The movie is streaming now on amazon prime video

==Plot==

Loveseasons follows the emotional journey of Raam, a 24-year-old dreamer caught between responsibilities and ambitions. Struggling to build a future while carrying the weight of promises and expectations, his life takes an unexpected turn after a commitment to marriage changes the course of his destiny.

During his journey toward achieving his dreams, Raam encounters an unnamed stranger to whom he gradually opens his heart, unfolding the untold chapters of his past. Through his memories emerge three women, each symbolizing a different season of life — bringing love, pain, growth, passion, heartbreak, and transformation. Every relationship leaves behind emotions that shape the man he becomes.

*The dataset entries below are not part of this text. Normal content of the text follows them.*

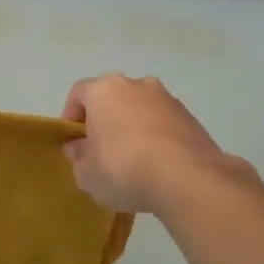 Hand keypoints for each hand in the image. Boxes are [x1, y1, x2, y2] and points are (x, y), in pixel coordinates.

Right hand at [62, 74, 241, 213]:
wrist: (187, 178)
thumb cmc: (123, 168)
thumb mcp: (86, 173)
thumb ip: (78, 156)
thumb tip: (79, 147)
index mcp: (104, 90)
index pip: (79, 93)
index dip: (71, 117)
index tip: (73, 142)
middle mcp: (137, 85)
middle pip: (112, 99)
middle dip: (105, 121)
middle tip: (101, 151)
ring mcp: (168, 99)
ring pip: (140, 110)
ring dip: (133, 129)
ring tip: (133, 162)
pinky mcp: (191, 118)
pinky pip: (164, 125)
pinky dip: (156, 139)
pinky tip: (157, 166) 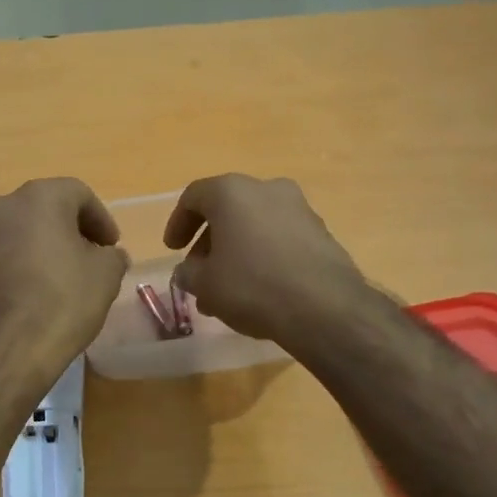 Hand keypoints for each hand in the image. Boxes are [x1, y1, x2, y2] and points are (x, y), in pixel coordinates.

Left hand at [0, 179, 129, 378]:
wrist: (3, 352)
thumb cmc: (61, 302)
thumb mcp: (106, 277)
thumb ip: (112, 257)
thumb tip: (108, 256)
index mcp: (37, 198)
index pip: (78, 194)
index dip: (101, 219)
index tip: (111, 247)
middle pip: (42, 210)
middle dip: (67, 232)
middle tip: (87, 259)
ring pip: (15, 235)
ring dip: (38, 250)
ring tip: (57, 281)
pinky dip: (15, 271)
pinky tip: (28, 300)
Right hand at [165, 175, 377, 350]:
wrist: (324, 307)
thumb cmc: (252, 286)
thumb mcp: (205, 284)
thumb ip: (188, 273)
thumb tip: (188, 271)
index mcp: (232, 192)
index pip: (193, 196)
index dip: (177, 223)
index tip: (173, 250)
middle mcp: (267, 189)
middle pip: (227, 209)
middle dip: (209, 242)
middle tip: (199, 272)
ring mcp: (299, 209)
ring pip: (255, 225)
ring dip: (236, 251)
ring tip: (226, 289)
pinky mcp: (321, 233)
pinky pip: (280, 238)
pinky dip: (263, 256)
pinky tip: (258, 289) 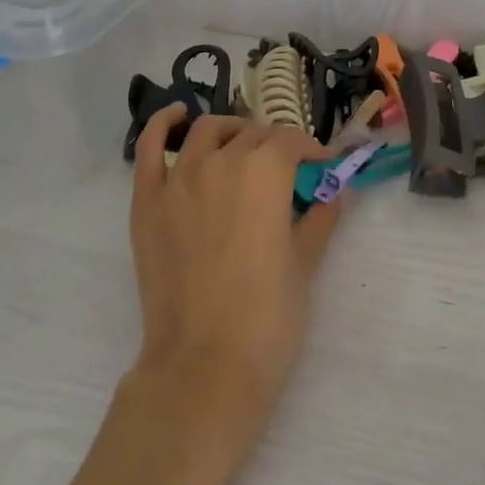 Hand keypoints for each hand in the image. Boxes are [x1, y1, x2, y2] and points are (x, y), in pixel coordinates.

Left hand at [126, 106, 343, 437]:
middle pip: (253, 136)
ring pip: (208, 132)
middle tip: (287, 171)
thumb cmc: (267, 317)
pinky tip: (178, 117)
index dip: (311, 152)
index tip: (321, 168)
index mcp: (265, 172)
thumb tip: (337, 194)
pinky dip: (165, 124)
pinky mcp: (147, 201)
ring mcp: (178, 179)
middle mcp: (221, 161)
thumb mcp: (305, 263)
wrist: (204, 367)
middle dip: (276, 146)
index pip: (292, 143)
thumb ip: (321, 219)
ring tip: (242, 148)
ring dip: (232, 132)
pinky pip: (151, 147) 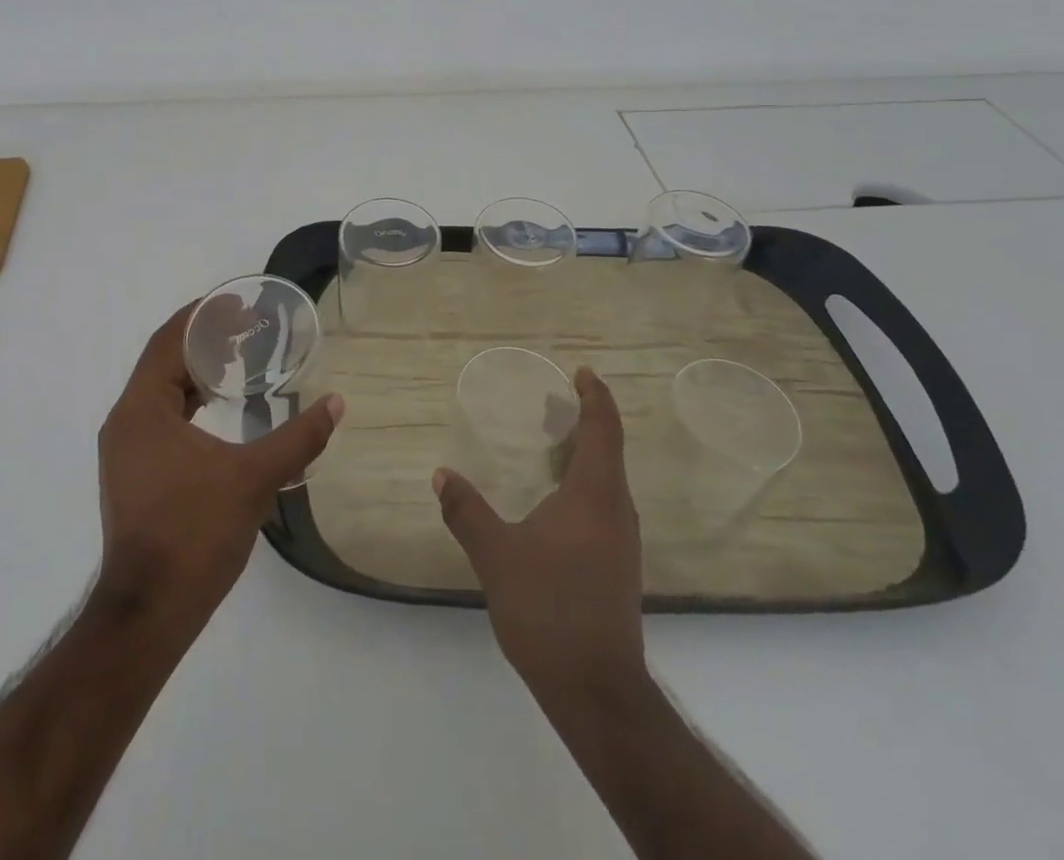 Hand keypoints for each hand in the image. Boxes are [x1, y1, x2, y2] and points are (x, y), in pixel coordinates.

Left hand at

At its core, Loveseasons is a story about hope — a simple word with the power to heal lives or destroy hearts. As Raam navigates betrayal, broken trust, emotional consequences, and the backlash of shattered promises, he is forced to confront the true meaning of love, responsibility, and destiny.

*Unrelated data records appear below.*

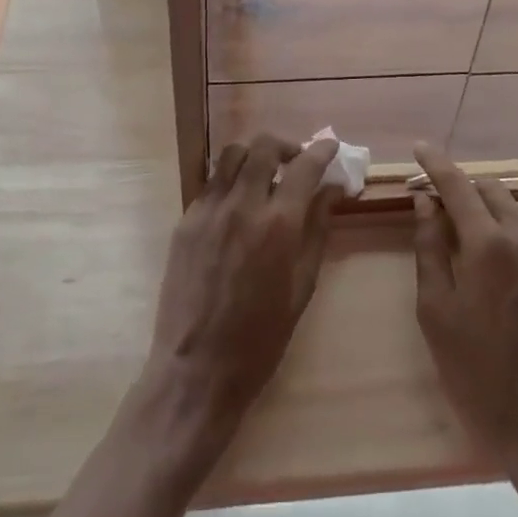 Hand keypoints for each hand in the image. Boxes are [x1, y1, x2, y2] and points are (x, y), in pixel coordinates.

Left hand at [143, 133, 340, 452]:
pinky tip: (238, 203)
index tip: (330, 148)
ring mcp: (208, 210)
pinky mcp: (185, 221)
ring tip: (265, 175)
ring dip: (254, 156)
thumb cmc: (261, 338)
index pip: (304, 167)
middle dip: (286, 147)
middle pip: (263, 147)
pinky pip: (211, 183)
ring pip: (232, 156)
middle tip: (296, 162)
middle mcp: (242, 206)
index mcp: (278, 225)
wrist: (197, 369)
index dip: (321, 152)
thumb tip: (332, 190)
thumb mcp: (302, 286)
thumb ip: (317, 230)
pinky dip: (230, 180)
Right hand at [411, 143, 517, 484]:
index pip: (458, 186)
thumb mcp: (435, 309)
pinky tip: (500, 265)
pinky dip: (513, 233)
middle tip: (437, 203)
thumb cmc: (476, 371)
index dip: (436, 163)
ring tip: (469, 233)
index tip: (420, 147)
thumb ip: (429, 247)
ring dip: (491, 209)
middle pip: (492, 190)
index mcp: (489, 244)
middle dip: (463, 187)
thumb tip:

Blending romance, philosophy, and emotional drama, the film explores how seasons change in nature just as relationships change within life. Through every storm and every sunrise, Raam’s journey ultimately leads him toward fulfillment, where dreams, love, and family finally come together in the most beautiful way.

==Cast==
- Mukunda Ramaswami as Raam
- Diya Keerthi as Mary
- Chandana Gowda as Pavithra
- Shwetha Koglur as Rashika
- Rajesh Nataranga as Peter
- Mandya Ramesh as Prasad
- Sangeetha Anil as Maria
- Jayathirtha as Himself
- Chethan Durga as Durga
- Huli Karthik as Huli

==Reception==
Susmita Sameera of The Times of India said that "Love Seasons has its share of technical shortcomings, but its emotional core and positive message make it a decent one-time watch for audiences who enjoy melodramatic romantic dramas." Sharadhaa of the Cinema Express said that "The film may not reinvent the romance drama, but it tells a familiar story with uncommon empathy. More importantly, Kruthvik Shetty announces himself as a filmmaker who values emotional honesty over formula." Y. Maheswara Reddy of the Bangalore Mirror said that "Songs are good and music by Veer Samarth is catchy. The movie is worth a watch for youngsters."